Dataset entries
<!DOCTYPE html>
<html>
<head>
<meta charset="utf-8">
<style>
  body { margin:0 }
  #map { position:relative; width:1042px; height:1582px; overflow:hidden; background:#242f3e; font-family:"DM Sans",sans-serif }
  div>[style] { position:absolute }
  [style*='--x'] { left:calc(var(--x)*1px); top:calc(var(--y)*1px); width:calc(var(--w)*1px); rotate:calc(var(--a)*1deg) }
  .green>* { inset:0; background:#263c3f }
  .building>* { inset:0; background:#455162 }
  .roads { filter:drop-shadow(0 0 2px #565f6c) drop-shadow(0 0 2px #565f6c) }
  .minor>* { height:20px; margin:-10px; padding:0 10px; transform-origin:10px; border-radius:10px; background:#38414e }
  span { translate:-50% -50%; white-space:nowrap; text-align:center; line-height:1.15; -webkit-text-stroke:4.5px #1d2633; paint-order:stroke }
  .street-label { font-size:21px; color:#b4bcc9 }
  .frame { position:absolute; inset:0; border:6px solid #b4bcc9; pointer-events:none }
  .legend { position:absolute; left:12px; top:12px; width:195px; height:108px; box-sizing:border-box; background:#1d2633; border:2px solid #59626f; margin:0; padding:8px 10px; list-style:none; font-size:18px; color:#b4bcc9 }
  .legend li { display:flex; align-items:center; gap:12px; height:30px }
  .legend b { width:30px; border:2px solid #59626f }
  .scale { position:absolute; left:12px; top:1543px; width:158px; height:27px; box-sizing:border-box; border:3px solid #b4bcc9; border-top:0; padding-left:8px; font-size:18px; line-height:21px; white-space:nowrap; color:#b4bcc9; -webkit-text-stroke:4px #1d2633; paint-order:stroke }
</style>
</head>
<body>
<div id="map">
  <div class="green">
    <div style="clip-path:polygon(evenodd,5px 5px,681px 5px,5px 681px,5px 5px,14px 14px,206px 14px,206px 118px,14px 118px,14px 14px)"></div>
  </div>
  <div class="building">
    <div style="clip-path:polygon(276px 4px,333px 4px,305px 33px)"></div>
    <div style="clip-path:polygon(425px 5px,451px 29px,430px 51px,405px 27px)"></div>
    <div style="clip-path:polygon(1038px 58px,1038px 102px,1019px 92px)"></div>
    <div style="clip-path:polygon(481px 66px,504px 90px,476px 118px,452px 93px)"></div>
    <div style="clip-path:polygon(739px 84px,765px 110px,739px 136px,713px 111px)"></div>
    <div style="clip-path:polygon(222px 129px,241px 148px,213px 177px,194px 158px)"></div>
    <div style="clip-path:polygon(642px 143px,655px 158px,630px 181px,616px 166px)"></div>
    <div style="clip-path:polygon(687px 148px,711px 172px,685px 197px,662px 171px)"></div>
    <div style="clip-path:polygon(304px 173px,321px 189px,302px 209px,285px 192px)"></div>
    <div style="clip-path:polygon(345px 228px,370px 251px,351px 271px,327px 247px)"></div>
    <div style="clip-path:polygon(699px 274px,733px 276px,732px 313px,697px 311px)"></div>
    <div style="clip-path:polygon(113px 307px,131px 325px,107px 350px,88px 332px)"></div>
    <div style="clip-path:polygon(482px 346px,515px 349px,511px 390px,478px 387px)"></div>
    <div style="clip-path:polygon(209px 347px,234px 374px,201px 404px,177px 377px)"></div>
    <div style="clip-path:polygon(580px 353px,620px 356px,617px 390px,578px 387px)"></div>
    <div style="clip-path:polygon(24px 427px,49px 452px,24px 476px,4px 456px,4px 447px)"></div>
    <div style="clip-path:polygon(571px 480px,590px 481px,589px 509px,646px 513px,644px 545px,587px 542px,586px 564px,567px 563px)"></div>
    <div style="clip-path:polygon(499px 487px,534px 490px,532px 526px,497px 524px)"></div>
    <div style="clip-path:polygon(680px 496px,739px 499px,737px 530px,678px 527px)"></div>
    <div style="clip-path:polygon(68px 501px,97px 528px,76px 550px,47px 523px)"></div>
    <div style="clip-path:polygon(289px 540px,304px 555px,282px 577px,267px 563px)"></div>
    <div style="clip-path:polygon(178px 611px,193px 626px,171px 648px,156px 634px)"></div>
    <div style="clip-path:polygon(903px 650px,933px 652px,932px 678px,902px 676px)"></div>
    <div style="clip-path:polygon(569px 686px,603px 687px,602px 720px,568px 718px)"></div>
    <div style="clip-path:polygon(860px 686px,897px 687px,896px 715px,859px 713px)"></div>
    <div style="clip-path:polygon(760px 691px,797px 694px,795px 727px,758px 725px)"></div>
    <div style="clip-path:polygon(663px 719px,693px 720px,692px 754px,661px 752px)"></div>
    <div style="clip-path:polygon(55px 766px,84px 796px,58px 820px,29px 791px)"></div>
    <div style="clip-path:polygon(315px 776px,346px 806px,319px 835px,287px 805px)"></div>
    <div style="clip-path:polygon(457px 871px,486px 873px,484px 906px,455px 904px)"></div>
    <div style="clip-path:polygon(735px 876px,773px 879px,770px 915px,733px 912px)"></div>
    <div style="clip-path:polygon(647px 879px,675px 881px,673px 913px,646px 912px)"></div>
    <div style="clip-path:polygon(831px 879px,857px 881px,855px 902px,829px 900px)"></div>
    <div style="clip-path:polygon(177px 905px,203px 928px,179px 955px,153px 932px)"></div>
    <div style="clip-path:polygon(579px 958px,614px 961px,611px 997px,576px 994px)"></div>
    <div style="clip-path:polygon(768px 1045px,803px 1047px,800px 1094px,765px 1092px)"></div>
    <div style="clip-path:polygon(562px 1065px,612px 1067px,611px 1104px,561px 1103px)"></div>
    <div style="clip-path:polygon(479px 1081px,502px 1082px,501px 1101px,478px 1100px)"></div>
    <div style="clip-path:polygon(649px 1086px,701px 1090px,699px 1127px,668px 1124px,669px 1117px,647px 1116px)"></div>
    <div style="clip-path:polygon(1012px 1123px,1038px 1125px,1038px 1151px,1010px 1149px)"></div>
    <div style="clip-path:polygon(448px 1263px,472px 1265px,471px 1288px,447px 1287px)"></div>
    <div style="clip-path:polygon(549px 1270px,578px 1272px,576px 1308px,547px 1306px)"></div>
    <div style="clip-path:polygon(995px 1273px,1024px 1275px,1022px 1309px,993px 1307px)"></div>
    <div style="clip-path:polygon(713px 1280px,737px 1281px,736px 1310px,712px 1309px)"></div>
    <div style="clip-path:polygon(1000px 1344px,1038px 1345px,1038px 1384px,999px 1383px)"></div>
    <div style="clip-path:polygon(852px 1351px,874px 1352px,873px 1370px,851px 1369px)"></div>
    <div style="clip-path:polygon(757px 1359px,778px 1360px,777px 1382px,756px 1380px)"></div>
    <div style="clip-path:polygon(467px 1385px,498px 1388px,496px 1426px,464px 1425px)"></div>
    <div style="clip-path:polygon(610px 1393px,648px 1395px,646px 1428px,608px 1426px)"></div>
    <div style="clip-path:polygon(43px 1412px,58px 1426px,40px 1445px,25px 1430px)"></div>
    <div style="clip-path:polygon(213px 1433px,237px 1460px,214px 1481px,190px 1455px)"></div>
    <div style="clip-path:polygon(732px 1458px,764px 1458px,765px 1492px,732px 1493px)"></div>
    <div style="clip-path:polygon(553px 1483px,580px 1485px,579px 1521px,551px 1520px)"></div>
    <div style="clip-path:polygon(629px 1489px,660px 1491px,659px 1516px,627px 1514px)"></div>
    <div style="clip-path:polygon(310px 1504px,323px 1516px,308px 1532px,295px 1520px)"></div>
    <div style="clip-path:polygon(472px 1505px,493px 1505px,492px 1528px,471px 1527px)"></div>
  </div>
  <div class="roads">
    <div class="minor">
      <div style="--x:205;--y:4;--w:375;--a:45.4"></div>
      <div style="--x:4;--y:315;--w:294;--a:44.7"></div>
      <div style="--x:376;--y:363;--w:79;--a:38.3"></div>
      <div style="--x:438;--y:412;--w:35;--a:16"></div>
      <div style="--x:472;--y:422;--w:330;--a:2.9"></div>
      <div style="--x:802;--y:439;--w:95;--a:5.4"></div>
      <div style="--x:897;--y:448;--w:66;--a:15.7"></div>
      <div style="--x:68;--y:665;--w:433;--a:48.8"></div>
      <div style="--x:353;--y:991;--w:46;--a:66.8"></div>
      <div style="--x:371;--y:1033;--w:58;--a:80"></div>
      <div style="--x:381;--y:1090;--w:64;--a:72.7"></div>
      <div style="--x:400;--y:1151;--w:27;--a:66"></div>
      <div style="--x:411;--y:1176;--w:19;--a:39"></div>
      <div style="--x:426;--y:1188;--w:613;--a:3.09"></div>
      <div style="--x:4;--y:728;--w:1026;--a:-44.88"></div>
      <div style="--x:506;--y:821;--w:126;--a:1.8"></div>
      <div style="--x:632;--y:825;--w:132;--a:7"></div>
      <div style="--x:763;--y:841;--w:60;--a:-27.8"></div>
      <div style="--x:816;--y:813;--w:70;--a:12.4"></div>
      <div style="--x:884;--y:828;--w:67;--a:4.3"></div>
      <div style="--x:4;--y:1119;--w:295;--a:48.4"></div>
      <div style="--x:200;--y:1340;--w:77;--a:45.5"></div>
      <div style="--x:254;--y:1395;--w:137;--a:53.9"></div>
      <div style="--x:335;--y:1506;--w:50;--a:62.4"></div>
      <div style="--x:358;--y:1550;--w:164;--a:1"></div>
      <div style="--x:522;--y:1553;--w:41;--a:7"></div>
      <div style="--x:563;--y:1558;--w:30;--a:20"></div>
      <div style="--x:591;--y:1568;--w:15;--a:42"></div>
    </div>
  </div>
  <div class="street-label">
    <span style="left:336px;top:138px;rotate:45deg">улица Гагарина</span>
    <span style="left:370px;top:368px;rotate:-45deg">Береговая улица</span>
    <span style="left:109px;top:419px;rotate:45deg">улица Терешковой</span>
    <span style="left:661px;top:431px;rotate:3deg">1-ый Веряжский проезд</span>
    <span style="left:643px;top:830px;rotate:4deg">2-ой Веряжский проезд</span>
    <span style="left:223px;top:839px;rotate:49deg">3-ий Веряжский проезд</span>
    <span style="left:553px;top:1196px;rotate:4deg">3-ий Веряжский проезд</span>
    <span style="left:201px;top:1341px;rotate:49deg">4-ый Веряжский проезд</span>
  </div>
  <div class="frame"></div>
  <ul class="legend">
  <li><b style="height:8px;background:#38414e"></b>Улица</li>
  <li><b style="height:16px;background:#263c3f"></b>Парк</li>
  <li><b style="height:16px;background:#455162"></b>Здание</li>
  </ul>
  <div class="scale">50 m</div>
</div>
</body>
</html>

--

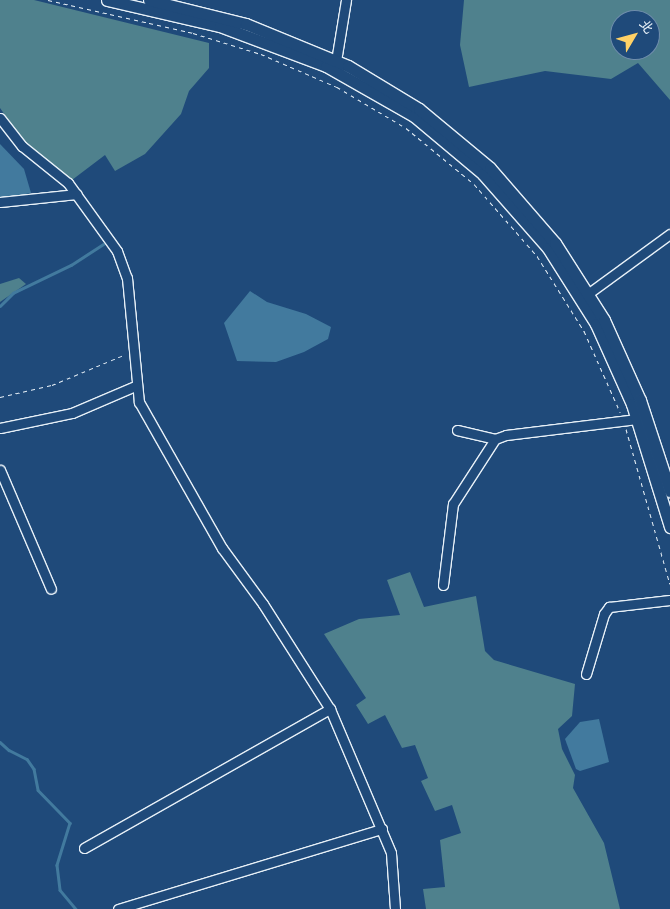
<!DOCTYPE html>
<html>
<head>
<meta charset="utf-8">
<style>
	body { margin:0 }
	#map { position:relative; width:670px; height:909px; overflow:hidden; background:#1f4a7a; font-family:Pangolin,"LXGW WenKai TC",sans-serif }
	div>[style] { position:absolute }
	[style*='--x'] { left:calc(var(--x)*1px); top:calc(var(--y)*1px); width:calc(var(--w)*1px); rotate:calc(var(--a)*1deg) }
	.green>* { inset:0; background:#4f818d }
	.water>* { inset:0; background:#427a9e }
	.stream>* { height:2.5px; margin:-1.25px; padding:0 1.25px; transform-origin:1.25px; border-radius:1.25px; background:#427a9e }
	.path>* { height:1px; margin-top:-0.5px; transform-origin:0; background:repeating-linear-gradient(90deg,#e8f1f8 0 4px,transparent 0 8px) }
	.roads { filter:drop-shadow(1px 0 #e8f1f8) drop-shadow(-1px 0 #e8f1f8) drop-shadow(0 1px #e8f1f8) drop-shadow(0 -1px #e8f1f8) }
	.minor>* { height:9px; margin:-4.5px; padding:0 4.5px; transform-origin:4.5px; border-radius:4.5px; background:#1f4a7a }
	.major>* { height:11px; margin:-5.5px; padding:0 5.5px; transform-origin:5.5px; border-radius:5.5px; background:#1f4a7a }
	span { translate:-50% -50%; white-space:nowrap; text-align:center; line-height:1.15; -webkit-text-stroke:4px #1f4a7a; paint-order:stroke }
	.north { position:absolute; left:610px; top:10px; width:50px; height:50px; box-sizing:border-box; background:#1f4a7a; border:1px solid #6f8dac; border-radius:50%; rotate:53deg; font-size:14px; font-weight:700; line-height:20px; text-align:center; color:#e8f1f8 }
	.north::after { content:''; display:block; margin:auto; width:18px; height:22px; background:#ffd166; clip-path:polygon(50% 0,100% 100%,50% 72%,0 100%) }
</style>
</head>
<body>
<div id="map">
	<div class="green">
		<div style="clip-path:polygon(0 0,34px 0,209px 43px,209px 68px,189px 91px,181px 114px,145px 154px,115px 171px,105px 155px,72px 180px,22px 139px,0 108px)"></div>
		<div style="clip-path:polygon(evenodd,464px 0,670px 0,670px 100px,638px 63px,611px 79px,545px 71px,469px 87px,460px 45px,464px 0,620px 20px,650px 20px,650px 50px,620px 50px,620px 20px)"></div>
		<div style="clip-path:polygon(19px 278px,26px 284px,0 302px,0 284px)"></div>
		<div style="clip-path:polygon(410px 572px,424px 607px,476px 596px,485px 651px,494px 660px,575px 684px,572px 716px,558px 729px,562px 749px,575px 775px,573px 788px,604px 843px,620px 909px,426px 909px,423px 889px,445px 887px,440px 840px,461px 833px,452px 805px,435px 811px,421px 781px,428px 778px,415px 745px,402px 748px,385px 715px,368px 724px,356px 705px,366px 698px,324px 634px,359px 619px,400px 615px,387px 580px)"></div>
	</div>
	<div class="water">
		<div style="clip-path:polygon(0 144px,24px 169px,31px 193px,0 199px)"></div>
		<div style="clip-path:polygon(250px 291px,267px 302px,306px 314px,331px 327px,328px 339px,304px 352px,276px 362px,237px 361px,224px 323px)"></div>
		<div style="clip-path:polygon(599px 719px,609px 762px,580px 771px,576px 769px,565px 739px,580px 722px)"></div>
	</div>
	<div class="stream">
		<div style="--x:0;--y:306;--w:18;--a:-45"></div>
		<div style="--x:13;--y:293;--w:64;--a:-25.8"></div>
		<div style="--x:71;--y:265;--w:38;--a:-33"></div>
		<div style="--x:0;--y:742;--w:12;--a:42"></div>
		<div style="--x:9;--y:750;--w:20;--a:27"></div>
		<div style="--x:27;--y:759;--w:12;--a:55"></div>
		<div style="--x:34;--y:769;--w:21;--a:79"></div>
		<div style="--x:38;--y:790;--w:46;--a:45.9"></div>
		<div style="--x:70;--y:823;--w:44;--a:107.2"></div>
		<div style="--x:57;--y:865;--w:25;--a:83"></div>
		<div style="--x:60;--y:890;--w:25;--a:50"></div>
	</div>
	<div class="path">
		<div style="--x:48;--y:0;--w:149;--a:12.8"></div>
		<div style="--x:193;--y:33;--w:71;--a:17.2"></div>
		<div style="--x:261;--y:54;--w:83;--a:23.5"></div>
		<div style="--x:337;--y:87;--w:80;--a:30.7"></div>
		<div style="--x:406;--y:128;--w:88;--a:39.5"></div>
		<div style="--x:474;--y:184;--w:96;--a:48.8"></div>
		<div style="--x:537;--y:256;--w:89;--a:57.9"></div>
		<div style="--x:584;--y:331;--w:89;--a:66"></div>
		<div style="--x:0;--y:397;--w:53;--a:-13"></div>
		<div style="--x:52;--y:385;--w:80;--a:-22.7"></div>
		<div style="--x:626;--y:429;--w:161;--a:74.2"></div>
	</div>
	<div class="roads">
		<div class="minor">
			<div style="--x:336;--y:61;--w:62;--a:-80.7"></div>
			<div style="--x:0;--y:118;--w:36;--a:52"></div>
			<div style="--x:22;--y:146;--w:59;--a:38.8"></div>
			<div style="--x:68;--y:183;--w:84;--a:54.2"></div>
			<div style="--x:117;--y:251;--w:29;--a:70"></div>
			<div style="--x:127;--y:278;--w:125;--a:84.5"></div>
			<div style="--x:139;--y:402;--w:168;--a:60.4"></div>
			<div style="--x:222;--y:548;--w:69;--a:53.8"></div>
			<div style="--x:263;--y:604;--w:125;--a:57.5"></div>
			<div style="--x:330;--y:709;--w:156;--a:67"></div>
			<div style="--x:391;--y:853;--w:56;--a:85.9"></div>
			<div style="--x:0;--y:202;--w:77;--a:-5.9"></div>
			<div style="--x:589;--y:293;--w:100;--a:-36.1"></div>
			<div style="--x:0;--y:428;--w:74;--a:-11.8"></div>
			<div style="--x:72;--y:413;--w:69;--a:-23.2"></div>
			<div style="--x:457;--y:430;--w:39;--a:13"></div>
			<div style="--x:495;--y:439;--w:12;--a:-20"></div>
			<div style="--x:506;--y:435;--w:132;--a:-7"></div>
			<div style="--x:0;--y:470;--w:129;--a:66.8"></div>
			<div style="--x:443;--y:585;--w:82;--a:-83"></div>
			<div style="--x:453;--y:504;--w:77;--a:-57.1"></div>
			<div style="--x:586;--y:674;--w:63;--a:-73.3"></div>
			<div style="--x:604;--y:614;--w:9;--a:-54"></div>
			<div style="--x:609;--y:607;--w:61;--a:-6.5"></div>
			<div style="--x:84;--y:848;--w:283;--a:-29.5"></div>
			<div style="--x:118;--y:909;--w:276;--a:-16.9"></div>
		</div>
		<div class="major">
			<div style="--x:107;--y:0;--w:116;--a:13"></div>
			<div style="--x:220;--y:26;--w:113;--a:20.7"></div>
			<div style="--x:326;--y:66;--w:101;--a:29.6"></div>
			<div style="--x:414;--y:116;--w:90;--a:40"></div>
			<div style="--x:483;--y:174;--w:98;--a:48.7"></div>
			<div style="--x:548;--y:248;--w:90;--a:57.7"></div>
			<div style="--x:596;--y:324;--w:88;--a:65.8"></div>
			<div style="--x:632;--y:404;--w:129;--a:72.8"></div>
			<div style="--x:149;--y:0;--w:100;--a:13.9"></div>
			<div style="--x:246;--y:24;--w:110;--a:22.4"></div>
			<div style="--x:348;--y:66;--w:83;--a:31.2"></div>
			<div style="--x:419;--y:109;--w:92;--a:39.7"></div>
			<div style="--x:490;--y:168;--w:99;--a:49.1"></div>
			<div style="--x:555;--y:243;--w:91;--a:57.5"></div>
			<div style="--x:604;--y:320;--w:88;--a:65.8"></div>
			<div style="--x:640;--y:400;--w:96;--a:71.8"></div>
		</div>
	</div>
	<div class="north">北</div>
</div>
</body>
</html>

__Exercise goal__
Find each line in the data above with the word "hidden", then copy it.

__Solution for this problem__
  #map { position:relative; width:1042px; height:1582px; overflow:hidden; background:#242f3e; font-family:"DM Sans",sans-serif }
	#map { position:relative; width:670px; height:909px; overflow:hidden; background:#1f4a7a; font-family:Pangolin,"LXGW WenKai TC",sans-serif }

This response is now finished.